* GIVEN ENTRIES
______________________________

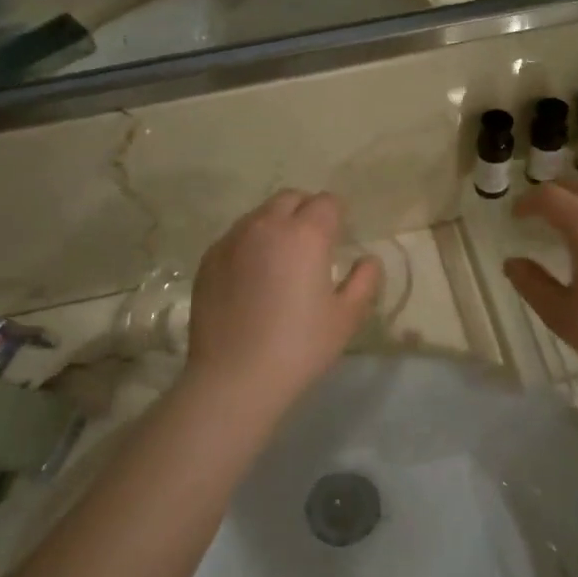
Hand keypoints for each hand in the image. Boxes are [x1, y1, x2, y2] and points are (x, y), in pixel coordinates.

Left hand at [185, 191, 380, 408]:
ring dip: (276, 225)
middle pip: (291, 198)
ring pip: (260, 215)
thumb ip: (364, 280)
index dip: (337, 216)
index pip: (327, 202)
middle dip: (306, 211)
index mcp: (305, 234)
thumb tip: (368, 260)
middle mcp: (266, 225)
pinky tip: (253, 278)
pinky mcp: (209, 259)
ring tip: (281, 261)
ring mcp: (232, 240)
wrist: (233, 378)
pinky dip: (250, 245)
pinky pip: (236, 237)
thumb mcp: (346, 317)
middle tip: (313, 245)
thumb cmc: (299, 347)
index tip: (339, 238)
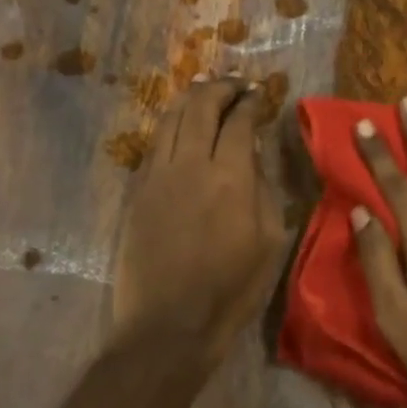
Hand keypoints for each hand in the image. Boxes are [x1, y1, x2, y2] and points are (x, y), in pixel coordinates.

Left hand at [112, 77, 284, 369]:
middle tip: (234, 83)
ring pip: (170, 119)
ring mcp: (157, 176)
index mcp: (230, 177)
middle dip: (219, 87)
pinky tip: (177, 126)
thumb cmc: (231, 289)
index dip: (251, 101)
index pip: (239, 121)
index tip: (260, 93)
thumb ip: (264, 190)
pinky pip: (153, 145)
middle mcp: (190, 164)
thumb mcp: (270, 241)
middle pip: (200, 107)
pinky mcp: (136, 192)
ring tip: (203, 90)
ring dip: (189, 99)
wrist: (169, 323)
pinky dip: (168, 126)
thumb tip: (254, 156)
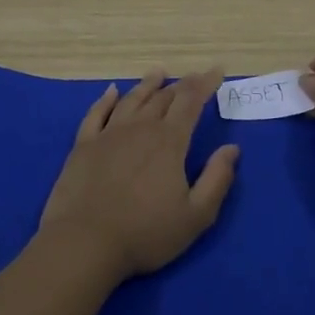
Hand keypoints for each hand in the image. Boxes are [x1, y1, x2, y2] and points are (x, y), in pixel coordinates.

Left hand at [40, 68, 240, 282]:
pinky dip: (106, 99)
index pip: (191, 102)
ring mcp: (108, 135)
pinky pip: (96, 113)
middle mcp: (139, 129)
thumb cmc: (146, 234)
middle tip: (192, 78)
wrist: (85, 243)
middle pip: (162, 98)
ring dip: (147, 85)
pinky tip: (112, 91)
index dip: (205, 84)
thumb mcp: (196, 216)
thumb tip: (231, 149)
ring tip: (158, 74)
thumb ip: (217, 179)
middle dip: (181, 86)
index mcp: (169, 142)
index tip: (216, 71)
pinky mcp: (83, 146)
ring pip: (131, 100)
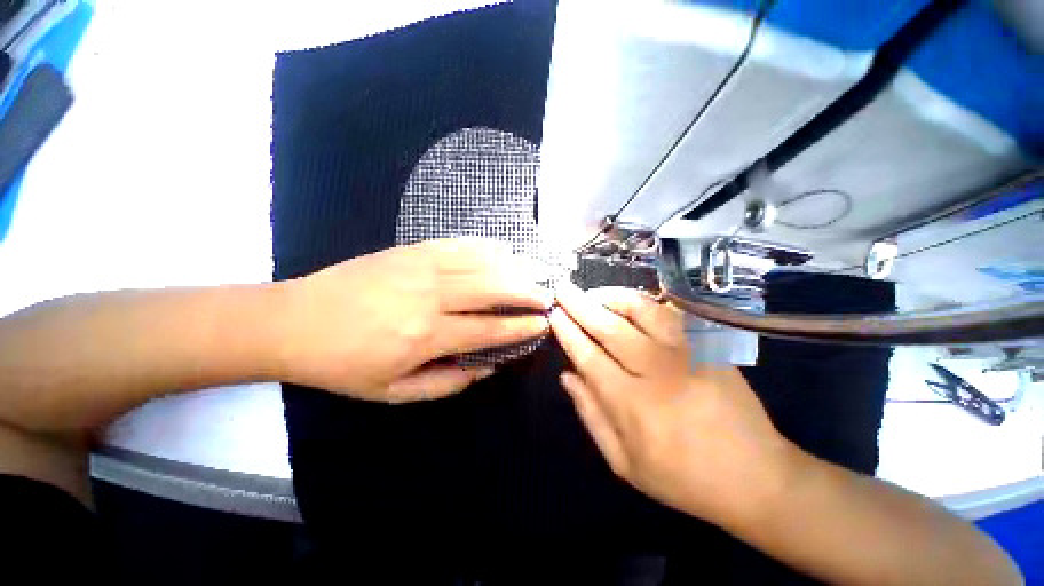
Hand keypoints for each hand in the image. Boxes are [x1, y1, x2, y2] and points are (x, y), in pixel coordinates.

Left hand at [277, 239, 551, 402]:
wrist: (293, 321)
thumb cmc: (344, 364)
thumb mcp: (393, 393)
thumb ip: (446, 383)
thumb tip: (486, 367)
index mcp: (426, 336)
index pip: (488, 329)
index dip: (520, 327)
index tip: (543, 324)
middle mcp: (431, 297)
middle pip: (492, 289)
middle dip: (527, 292)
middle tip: (549, 295)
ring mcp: (421, 267)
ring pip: (480, 263)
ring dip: (514, 267)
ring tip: (536, 270)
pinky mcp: (410, 250)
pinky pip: (457, 244)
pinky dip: (485, 246)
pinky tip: (503, 248)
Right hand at [550, 285, 794, 527]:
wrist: (757, 478)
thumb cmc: (683, 478)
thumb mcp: (625, 464)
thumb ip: (591, 416)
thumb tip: (567, 376)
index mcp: (632, 405)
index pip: (588, 356)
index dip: (568, 332)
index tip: (554, 314)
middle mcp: (657, 373)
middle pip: (610, 328)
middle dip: (580, 305)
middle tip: (563, 288)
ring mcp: (687, 355)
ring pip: (643, 311)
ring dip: (613, 297)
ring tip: (595, 293)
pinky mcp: (710, 348)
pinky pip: (673, 314)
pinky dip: (646, 302)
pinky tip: (630, 301)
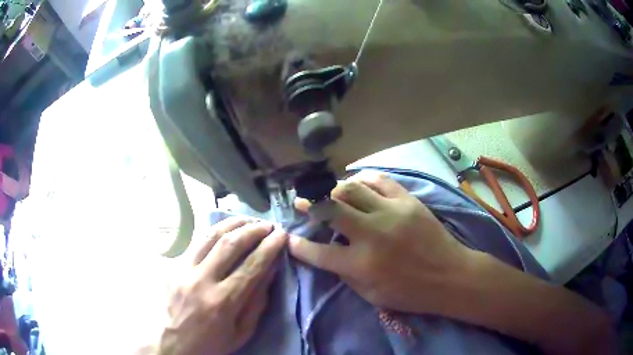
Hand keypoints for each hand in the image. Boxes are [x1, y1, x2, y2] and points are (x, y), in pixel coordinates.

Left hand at [159, 218, 286, 354]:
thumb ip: (257, 301)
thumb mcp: (242, 332)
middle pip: (229, 244)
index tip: (282, 235)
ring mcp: (183, 271)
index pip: (251, 266)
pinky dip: (213, 231)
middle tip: (268, 225)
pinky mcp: (173, 267)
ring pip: (209, 236)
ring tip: (248, 220)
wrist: (174, 344)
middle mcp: (201, 281)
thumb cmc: (212, 344)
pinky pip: (195, 242)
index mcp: (222, 302)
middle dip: (253, 230)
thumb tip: (270, 270)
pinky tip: (224, 228)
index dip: (269, 248)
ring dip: (232, 224)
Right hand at [290, 171, 470, 313]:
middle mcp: (372, 235)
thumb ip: (346, 274)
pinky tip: (356, 183)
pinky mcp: (407, 201)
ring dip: (333, 189)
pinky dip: (363, 179)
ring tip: (328, 193)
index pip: (318, 253)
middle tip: (301, 201)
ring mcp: (391, 213)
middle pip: (330, 209)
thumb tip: (328, 253)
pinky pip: (379, 180)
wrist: (450, 276)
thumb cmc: (410, 292)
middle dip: (309, 203)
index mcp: (361, 265)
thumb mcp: (371, 295)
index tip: (290, 239)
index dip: (298, 246)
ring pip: (351, 188)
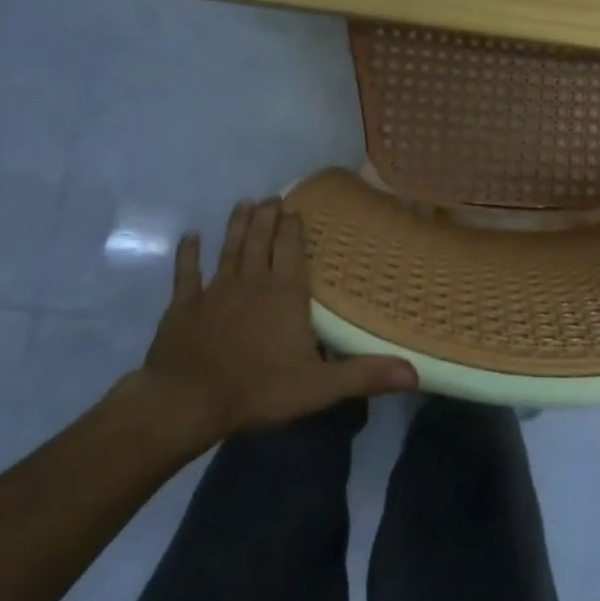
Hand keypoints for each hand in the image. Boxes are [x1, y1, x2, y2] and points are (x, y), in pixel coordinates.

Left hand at [130, 198, 417, 440]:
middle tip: (271, 198)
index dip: (292, 227)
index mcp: (285, 293)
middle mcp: (252, 281)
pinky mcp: (184, 305)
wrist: (187, 402)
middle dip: (267, 216)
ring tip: (244, 203)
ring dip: (237, 225)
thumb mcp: (319, 387)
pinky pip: (187, 273)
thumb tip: (415, 373)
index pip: (291, 249)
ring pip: (229, 248)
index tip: (294, 208)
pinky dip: (188, 253)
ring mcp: (215, 290)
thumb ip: (364, 375)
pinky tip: (190, 237)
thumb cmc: (258, 390)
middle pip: (261, 240)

______________________________

* ACTIVITY
What you return must match the entries above exactly, apart from the pictures, which are left out.

* TASK RESULT
Hand keypoints for each hand in the image. Boxes are [x1, y1, x2, y2] and points are (x, y), in pixel coordinates.

Left hand at [185, 191, 380, 408]:
ring dip: (276, 225)
middle pip: (291, 198)
ring pip: (260, 215)
thumb ip: (364, 280)
index dip: (337, 216)
index pip: (327, 202)
middle dip: (306, 211)
index mcp: (305, 234)
thumb tip: (368, 260)
middle mcp: (266, 225)
pinky tip: (253, 278)
pinky mcp: (209, 259)
ring tip: (281, 261)
ring mcp: (232, 240)
wrist: (233, 378)
pinky dip: (250, 245)
pinky pip: (236, 237)
thumb mcp: (346, 317)
middle tip: (313, 245)
thumb cmc: (299, 347)
index tip: (339, 238)
Hand keypoints for each hand in the image. Boxes are [x1, y1, x2, y2] and points are (x, y), in pixel coordinates.

Left hand at [112, 77, 284, 369]:
middle tip: (234, 83)
ring pip: (170, 119)
ring mcp: (157, 176)
index mcp: (230, 177)
middle dip: (219, 87)
pinky tip: (177, 126)
thumb cmc: (231, 289)
index dip: (251, 101)
index pip: (239, 121)
index tip: (260, 93)
thumb ip: (264, 190)
pinky pip: (153, 145)
middle mcp: (190, 164)
thumb mcp: (270, 241)
middle pip: (200, 107)
pinky mcp: (136, 192)
ring tip: (203, 90)
ring dip: (189, 99)
wrist: (169, 323)
pinky dip: (168, 126)
thumb tip: (254, 156)
Hand keypoints for each hand in the image. Boxes are [x1, y1, x2, y2] and points are (x, y), in pixel coordinates.

Left hand at [40, 68, 240, 282]:
pinky dip: (106, 99)
index pip: (191, 102)
ring mcp: (108, 135)
pinky pip: (96, 113)
middle mcp: (139, 129)
thumb cmc: (146, 234)
middle tip: (192, 78)
wrist: (85, 243)
middle pip: (162, 98)
ring dip: (147, 85)
pinky tip: (112, 91)
index dip: (205, 84)
thumb mcp: (196, 216)
thumb tip: (231, 149)
ring tip: (158, 74)
thumb ip: (217, 179)
middle dip: (181, 86)
index mcp: (169, 142)
index tip: (216, 71)
pinky mcp: (83, 146)
ring pip: (131, 100)
Hand keypoints for each hand in the image. Boxes are [x1, y1, x2, y2] and points are (x, y), in pixel coordinates.

Left hand at [277, 239, 551, 402]:
wrist: (293, 321)
thumb cmc: (344, 364)
thumb mcp: (393, 393)
thumb ip: (446, 383)
thumb tip: (486, 367)
index mcp: (426, 336)
index pip: (488, 329)
index dip: (520, 327)
index tip: (543, 324)
middle mcp: (431, 297)
middle pip: (492, 289)
middle dip: (527, 292)
middle tip: (549, 295)
ring mcp: (421, 267)
ring pip: (480, 263)
ring dip: (514, 267)
ring tip: (536, 270)
pinky mcp: (410, 250)
pinky pip: (457, 244)
pinky dip: (485, 246)
pinky tip: (503, 248)
Right hand at [550, 285, 794, 527]:
wrist: (757, 478)
thumb cmc: (683, 478)
thumb mcp: (625, 464)
thumb ip: (591, 416)
thumb tip: (567, 376)
index mcp: (632, 405)
index pip: (588, 356)
index dip: (568, 332)
index tip: (554, 314)
middle mcp: (657, 373)
middle pip: (610, 328)
middle dip: (580, 305)
middle tip: (563, 288)
ring mcp: (687, 355)
ring pip: (643, 311)
ring dip: (613, 297)
ring tip: (595, 293)
pinky mcp: (710, 348)
pinky pip: (673, 314)
pinky dip: (646, 302)
pinky tip: (630, 301)
Hand keypoints for each hand in the image. Boxes are [x1, y1, x2, y2] and points are (x, y), in pixel coordinates.

Left hand at [159, 218, 286, 354]:
thumb ip: (257, 301)
thumb mcp: (242, 332)
middle pip: (229, 244)
index tip: (282, 235)
ring mcp: (183, 271)
index pip: (251, 266)
pinky dip: (213, 231)
middle tip: (268, 225)
pinky mcp: (173, 267)
ring pip: (209, 236)
ring tip: (248, 220)
wrist: (174, 344)
middle mcp: (201, 281)
thumb cmc: (212, 344)
pinky pip: (195, 242)
index mcp: (222, 302)
middle dip: (253, 230)
thumb tip: (270, 270)
pinky tip: (224, 228)
index dip: (269, 248)
ring dip: (232, 224)
Right hand at [290, 171, 470, 313]:
middle mcp: (372, 235)
thumb ip: (346, 274)
pinky tip: (356, 183)
pinky mcp: (407, 201)
ring dip: (333, 189)
pinky dip: (363, 179)
ring tip: (328, 193)
index pip: (318, 253)
middle tip: (301, 201)
ring mcp: (391, 213)
middle pip: (330, 209)
thumb tip: (328, 253)
pinky pip: (379, 180)
wrist: (450, 276)
thumb cmc: (410, 292)
middle dip: (309, 203)
index mcp: (361, 265)
thumb mcp: (371, 295)
index tip: (290, 239)
index dip: (298, 246)
ring pip: (351, 188)
Hand keypoints for each hand in the image. Boxes are [x1, y1, x2, y2] and points are (x, y), in pixel coordinates.

Left hand at [130, 198, 417, 440]:
middle tip: (271, 198)
index dip: (292, 227)
index mcp: (285, 293)
middle mcp: (252, 281)
pinky mcp: (184, 305)
wrist: (187, 402)
middle dip: (267, 216)
ring tip: (244, 203)
ring dip: (237, 225)
thumb mcp: (319, 387)
pinky pip: (187, 273)
thumb tip: (415, 373)
index pip: (291, 249)
ring pip: (229, 248)
index tip: (294, 208)
pinky dip: (188, 253)
ring mcp: (215, 290)
thumb ip: (364, 375)
pinky tip: (190, 237)
thumb cmc: (258, 390)
middle pip: (261, 240)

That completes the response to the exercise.